» Work task
Return each record exactly as it appears, so that nothing is dropped or altered.

» Stored data entries
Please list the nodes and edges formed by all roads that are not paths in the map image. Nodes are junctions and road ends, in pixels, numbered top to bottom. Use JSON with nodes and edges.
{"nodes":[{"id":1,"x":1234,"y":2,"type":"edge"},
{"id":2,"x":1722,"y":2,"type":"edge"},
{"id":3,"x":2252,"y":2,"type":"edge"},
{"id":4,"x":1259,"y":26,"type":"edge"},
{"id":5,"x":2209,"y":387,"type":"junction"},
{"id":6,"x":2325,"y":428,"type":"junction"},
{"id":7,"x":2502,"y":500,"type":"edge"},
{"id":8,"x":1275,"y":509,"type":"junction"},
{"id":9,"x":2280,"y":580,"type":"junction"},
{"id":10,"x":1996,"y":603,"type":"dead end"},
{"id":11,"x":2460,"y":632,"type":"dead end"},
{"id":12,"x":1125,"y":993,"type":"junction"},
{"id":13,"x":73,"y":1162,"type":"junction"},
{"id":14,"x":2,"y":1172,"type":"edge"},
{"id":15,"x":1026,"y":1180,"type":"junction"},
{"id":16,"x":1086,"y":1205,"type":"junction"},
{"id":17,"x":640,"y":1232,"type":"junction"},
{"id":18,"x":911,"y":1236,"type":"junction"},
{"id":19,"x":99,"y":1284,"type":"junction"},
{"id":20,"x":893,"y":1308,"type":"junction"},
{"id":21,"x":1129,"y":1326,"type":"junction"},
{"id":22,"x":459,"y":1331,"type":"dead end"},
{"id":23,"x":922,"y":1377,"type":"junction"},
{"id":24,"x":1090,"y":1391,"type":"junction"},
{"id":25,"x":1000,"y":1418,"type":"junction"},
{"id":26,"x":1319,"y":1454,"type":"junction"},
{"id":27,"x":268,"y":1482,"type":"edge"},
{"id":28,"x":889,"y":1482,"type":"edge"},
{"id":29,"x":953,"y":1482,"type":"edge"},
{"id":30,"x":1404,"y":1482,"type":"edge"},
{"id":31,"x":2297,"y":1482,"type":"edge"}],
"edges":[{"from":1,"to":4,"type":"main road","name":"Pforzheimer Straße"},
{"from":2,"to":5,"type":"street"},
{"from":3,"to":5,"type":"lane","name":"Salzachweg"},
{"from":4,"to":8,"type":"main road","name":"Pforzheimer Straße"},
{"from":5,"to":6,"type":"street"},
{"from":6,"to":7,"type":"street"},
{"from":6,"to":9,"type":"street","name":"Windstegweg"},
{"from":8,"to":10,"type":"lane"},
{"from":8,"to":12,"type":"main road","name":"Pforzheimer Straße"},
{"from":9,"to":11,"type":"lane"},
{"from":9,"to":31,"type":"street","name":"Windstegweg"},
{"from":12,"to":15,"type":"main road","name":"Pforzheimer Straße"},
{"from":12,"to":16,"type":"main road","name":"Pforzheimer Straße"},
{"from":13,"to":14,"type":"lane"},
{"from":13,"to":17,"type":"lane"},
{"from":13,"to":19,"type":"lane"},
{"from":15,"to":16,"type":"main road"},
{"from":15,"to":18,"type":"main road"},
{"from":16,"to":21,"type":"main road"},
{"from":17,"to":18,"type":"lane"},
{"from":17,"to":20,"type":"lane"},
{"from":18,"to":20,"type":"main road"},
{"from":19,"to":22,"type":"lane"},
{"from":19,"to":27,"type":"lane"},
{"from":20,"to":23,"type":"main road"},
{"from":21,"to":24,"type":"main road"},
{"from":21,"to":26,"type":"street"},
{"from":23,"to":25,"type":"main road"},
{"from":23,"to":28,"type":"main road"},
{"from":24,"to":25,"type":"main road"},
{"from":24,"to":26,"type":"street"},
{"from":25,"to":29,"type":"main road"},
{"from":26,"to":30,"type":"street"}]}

» Output
Please list the nodes and edges formed by all roads that are not paths in the map image. Nodes are junctions and road ends, in pixels, numbered top to bottom. Use JSON with nodes and edges.
{"nodes":[{"id":1,"x":1234,"y":2,"type":"edge"},
{"id":2,"x":1722,"y":2,"type":"edge"},
{"id":3,"x":2252,"y":2,"type":"edge"},
{"id":4,"x":1259,"y":26,"type":"edge"},
{"id":5,"x":2209,"y":387,"type":"junction"},
{"id":6,"x":2325,"y":428,"type":"junction"},
{"id":7,"x":2502,"y":500,"type":"edge"},
{"id":8,"x":1275,"y":509,"type":"junction"},
{"id":9,"x":2280,"y":580,"type":"junction"},
{"id":10,"x":1996,"y":603,"type":"dead end"},
{"id":11,"x":2460,"y":632,"type":"dead end"},
{"id":12,"x":1125,"y":993,"type":"junction"},
{"id":13,"x":73,"y":1162,"type":"junction"},
{"id":14,"x":2,"y":1172,"type":"edge"},
{"id":15,"x":1026,"y":1180,"type":"junction"},
{"id":16,"x":1086,"y":1205,"type":"junction"},
{"id":17,"x":640,"y":1232,"type":"junction"},
{"id":18,"x":911,"y":1236,"type":"junction"},
{"id":19,"x":99,"y":1284,"type":"junction"},
{"id":20,"x":893,"y":1308,"type":"junction"},
{"id":21,"x":1129,"y":1326,"type":"junction"},
{"id":22,"x":459,"y":1331,"type":"dead end"},
{"id":23,"x":922,"y":1377,"type":"junction"},
{"id":24,"x":1090,"y":1391,"type":"junction"},
{"id":25,"x":1000,"y":1418,"type":"junction"},
{"id":26,"x":1319,"y":1454,"type":"junction"},
{"id":27,"x":268,"y":1482,"type":"edge"},
{"id":28,"x":889,"y":1482,"type":"edge"},
{"id":29,"x":953,"y":1482,"type":"edge"},
{"id":30,"x":1404,"y":1482,"type":"edge"},
{"id":31,"x":2297,"y":1482,"type":"edge"}],
"edges":[{"from":1,"to":4,"type":"main road","name":"Pforzheimer Straße"},
{"from":2,"to":5,"type":"street"},
{"from":3,"to":5,"type":"lane","name":"Salzachweg"},
{"from":4,"to":8,"type":"main road","name":"Pforzheimer Straße"},
{"from":5,"to":6,"type":"street"},
{"from":6,"to":7,"type":"street"},
{"from":6,"to":9,"type":"street","name":"Windstegweg"},
{"from":8,"to":10,"type":"lane"},
{"from":8,"to":12,"type":"main road","name":"Pforzheimer Straße"},
{"from":9,"to":11,"type":"lane"},
{"from":9,"to":31,"type":"street","name":"Windstegweg"},
{"from":12,"to":15,"type":"main road","name":"Pforzheimer Straße"},
{"from":12,"to":16,"type":"main road","name":"Pforzheimer Straße"},
{"from":13,"to":14,"type":"lane"},
{"from":13,"to":17,"type":"lane"},
{"from":13,"to":19,"type":"lane"},
{"from":15,"to":16,"type":"main road"},
{"from":15,"to":18,"type":"main road"},
{"from":16,"to":21,"type":"main road"},
{"from":17,"to":18,"type":"lane"},
{"from":17,"to":20,"type":"lane"},
{"from":18,"to":20,"type":"main road"},
{"from":19,"to":22,"type":"lane"},
{"from":19,"to":27,"type":"lane"},
{"from":20,"to":23,"type":"main road"},
{"from":21,"to":24,"type":"main road"},
{"from":21,"to":26,"type":"street"},
{"from":23,"to":25,"type":"main road"},
{"from":23,"to":28,"type":"main road"},
{"from":24,"to":25,"type":"main road"},
{"from":24,"to":26,"type":"street"},
{"from":25,"to":29,"type":"main road"},
{"from":26,"to":30,"type":"street"}]}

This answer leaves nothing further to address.